LISTED ENTRIES —
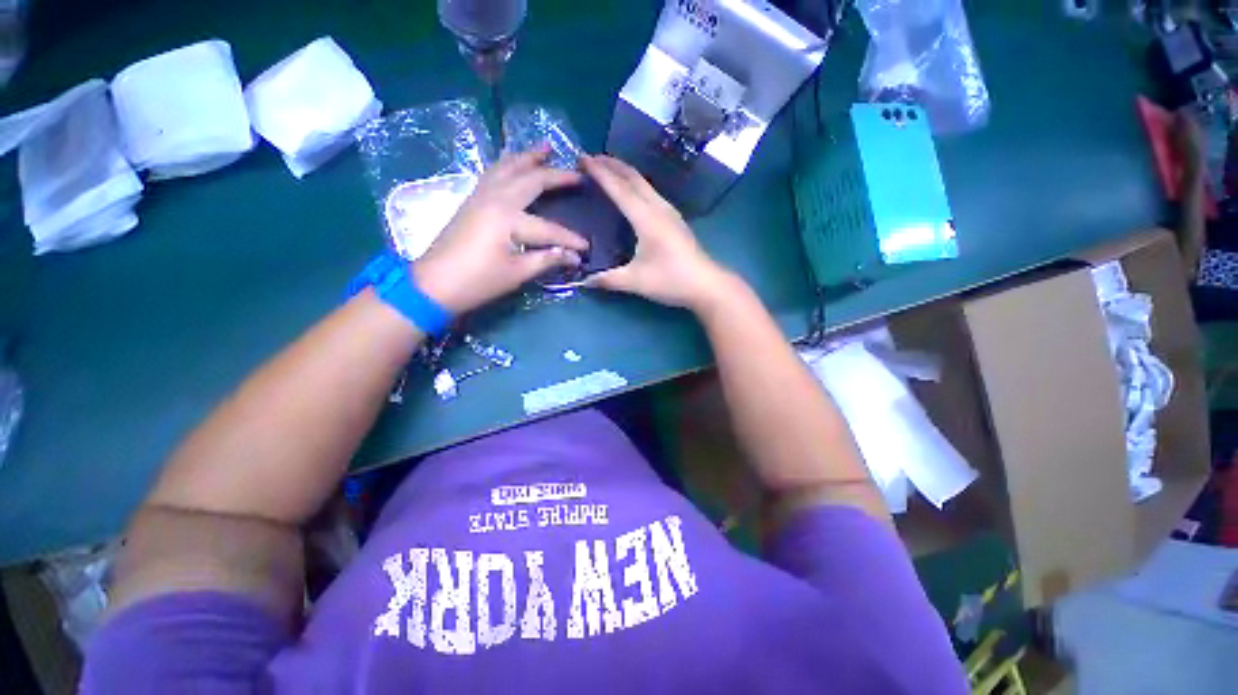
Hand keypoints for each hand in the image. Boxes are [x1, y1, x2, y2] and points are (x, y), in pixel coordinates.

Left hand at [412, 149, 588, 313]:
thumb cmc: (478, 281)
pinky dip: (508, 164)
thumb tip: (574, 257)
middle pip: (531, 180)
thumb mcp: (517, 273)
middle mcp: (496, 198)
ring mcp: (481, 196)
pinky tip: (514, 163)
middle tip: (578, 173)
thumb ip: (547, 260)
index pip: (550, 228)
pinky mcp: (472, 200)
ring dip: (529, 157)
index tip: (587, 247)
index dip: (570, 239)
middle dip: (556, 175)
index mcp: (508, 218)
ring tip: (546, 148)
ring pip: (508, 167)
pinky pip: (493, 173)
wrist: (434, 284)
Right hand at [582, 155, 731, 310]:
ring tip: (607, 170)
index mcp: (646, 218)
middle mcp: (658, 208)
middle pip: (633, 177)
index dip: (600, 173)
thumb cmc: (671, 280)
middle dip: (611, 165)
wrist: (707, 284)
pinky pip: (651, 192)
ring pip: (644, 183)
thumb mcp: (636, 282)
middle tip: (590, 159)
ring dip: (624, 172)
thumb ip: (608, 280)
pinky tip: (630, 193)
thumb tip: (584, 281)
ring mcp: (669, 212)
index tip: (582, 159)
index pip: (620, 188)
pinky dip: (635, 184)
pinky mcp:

WORK REQUEST — Give back all the material exactly, with no pictures.

ANSWER BOX —
Hand keypoints for each hand in the image. Boxes are [x1, y1, x2, y2] and points are (x, y), in pixel coordinates.

Left hand at [412, 149, 588, 313]:
thumb cmc: (478, 281)
pinky dip: (508, 164)
thumb tip: (574, 257)
middle pip: (531, 180)
thumb mcp: (517, 273)
middle mcp: (496, 198)
ring mcp: (481, 196)
pinky tip: (514, 163)
middle tip: (578, 173)
thumb ip: (547, 260)
index pip: (550, 228)
pinky mcp: (472, 200)
ring dip: (529, 157)
index tip: (587, 247)
index dip: (570, 239)
middle dip: (556, 175)
index mcp: (508, 218)
ring tip: (546, 148)
ring pip: (508, 167)
pinky pip: (493, 173)
wrist: (434, 284)
Right hand at [582, 155, 731, 310]:
ring tip: (607, 170)
index mcp: (646, 218)
middle mcp: (658, 208)
middle pip: (633, 177)
index dip: (600, 173)
thumb cmc: (671, 280)
middle dip: (611, 165)
wrist: (707, 284)
pinky pip: (651, 192)
ring pip: (644, 183)
thumb mcp: (636, 282)
middle tip: (590, 159)
ring dip: (624, 172)
thumb ip: (608, 280)
pinky tip: (630, 193)
thumb tip: (584, 281)
ring mcp: (669, 212)
index tip: (582, 159)
index pip: (620, 188)
pinky dip: (635, 184)
pinky mcp:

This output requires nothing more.